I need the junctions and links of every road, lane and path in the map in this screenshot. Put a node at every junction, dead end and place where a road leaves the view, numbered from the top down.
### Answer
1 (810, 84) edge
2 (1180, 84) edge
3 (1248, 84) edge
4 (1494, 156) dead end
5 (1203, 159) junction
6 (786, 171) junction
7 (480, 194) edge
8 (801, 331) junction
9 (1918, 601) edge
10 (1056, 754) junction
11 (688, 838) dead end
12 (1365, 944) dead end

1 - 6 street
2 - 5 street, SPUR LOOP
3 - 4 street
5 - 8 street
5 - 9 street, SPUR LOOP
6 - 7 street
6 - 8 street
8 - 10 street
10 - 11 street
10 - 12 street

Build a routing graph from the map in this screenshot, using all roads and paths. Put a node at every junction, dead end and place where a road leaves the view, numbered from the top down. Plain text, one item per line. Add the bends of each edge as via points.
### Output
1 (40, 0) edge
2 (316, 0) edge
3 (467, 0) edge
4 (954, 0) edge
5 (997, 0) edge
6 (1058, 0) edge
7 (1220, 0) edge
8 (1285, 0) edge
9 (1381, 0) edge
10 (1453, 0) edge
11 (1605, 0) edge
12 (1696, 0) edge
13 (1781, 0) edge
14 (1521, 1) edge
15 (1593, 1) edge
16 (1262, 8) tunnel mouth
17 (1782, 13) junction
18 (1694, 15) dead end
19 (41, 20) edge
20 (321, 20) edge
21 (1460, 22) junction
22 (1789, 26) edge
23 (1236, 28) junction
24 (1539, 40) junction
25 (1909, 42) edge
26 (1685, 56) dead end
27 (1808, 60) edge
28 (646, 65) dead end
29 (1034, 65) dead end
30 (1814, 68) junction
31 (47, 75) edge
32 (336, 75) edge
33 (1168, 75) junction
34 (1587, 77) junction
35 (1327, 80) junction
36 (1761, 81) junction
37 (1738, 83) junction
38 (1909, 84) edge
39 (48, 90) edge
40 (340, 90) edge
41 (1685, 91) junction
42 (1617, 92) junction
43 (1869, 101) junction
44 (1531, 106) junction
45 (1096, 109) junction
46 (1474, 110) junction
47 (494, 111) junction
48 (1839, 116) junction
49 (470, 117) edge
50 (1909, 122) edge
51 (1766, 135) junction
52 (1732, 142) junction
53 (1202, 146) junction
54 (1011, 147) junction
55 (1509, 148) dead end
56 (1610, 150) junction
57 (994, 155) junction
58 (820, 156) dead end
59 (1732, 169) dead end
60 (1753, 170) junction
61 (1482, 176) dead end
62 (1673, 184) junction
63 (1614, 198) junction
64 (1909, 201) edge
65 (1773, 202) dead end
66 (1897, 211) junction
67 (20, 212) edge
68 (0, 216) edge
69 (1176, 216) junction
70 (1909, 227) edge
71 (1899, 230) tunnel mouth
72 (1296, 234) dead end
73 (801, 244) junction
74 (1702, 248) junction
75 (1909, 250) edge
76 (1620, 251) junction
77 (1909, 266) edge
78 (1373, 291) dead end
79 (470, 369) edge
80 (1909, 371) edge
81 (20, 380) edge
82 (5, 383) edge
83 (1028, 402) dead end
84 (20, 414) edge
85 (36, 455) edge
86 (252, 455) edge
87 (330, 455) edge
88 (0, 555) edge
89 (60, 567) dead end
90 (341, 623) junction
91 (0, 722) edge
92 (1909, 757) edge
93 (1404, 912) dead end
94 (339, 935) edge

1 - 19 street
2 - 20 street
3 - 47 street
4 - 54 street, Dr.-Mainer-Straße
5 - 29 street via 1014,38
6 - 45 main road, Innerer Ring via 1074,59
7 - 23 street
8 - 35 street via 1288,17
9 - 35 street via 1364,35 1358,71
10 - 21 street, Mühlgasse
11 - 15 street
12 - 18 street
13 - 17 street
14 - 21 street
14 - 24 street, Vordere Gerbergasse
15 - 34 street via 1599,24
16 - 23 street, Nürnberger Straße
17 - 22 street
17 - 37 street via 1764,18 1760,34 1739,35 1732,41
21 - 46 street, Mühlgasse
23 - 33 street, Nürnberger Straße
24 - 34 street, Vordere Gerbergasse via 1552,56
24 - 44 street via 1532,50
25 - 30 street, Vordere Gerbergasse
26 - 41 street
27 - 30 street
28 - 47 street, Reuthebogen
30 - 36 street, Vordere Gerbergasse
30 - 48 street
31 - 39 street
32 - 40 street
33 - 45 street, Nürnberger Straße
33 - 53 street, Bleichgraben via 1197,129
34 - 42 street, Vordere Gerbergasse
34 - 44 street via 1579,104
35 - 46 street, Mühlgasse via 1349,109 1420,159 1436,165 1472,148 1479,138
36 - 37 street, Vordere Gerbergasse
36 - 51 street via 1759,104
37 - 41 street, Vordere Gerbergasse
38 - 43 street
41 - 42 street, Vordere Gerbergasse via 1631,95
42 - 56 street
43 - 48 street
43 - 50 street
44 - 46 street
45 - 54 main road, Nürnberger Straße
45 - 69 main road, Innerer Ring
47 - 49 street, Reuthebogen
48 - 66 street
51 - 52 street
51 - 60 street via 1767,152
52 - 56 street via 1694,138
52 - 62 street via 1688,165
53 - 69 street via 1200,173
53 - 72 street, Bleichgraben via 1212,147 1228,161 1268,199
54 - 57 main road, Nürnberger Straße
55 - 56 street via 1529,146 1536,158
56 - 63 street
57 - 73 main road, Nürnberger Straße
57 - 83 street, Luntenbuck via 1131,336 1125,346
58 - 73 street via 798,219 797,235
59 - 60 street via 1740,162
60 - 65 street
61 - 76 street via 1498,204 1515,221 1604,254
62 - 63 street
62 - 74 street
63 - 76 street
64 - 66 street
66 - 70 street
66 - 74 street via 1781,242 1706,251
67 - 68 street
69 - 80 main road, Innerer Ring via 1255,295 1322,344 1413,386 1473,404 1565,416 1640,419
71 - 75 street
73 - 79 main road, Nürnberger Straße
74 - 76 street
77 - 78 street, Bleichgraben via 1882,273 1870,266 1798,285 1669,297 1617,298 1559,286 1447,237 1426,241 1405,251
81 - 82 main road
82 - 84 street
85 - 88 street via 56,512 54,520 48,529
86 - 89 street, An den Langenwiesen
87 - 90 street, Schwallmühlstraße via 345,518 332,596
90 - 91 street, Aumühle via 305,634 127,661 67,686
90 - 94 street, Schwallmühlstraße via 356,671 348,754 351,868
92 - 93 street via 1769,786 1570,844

※

▸ **Aim of the exercise**:
Determine how many lines in the listing include the string "down", and answer with that number alone.

▸ **Response below**:
2